* **Activity**: The answer must be every line of the data that holds the word "dead".

** Data to examine follows **

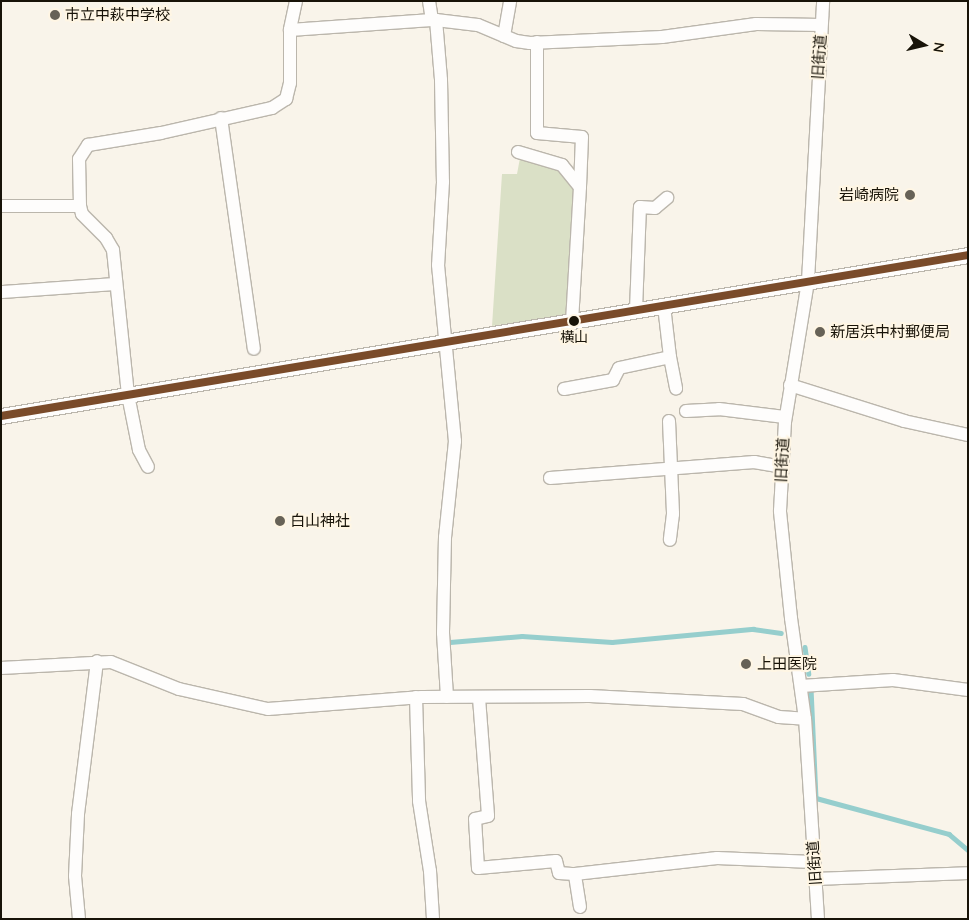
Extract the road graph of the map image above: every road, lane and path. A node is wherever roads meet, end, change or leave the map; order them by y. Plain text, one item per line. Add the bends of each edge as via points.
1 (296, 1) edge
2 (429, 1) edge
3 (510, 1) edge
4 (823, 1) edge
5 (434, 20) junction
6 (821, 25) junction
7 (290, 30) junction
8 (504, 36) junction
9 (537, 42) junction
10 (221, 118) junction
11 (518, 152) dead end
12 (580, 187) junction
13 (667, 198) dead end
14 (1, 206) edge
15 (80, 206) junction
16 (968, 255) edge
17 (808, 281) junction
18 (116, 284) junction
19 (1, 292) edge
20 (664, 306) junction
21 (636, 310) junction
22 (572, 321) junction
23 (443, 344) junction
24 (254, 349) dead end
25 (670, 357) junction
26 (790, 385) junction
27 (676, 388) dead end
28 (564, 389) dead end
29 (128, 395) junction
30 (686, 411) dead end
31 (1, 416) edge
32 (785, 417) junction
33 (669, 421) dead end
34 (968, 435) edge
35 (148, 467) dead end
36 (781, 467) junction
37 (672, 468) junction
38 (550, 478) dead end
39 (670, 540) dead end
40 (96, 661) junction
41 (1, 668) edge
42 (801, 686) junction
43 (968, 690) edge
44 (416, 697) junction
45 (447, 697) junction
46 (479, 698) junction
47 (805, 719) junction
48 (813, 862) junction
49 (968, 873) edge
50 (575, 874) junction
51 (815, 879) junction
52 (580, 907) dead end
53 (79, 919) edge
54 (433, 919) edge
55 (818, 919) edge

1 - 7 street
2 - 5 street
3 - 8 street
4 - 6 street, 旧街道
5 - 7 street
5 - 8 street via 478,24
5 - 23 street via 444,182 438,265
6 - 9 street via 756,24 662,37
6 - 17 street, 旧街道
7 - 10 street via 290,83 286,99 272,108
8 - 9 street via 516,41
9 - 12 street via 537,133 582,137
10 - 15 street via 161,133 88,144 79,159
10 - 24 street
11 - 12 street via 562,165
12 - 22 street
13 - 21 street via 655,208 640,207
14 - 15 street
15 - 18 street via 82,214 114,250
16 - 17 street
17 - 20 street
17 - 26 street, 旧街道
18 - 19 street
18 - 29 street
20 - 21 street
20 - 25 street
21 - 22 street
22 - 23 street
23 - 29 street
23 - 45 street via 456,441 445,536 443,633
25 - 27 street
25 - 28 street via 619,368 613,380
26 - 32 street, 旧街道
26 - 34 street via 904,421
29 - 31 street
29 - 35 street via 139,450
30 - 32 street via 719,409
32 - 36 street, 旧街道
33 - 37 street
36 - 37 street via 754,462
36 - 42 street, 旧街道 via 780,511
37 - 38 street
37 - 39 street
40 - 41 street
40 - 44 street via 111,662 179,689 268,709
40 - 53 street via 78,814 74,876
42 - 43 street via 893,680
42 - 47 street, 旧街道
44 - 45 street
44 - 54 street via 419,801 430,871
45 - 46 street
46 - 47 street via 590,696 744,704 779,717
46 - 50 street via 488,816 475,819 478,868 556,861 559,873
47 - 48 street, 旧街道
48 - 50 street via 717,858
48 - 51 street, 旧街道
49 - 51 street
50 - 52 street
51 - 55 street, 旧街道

** End of Data to examine **

* **Expected answer**:
11 (518, 152) dead end
13 (667, 198) dead end
24 (254, 349) dead end
27 (676, 388) dead end
28 (564, 389) dead end
30 (686, 411) dead end
33 (669, 421) dead end
35 (148, 467) dead end
38 (550, 478) dead end
39 (670, 540) dead end
52 (580, 907) dead end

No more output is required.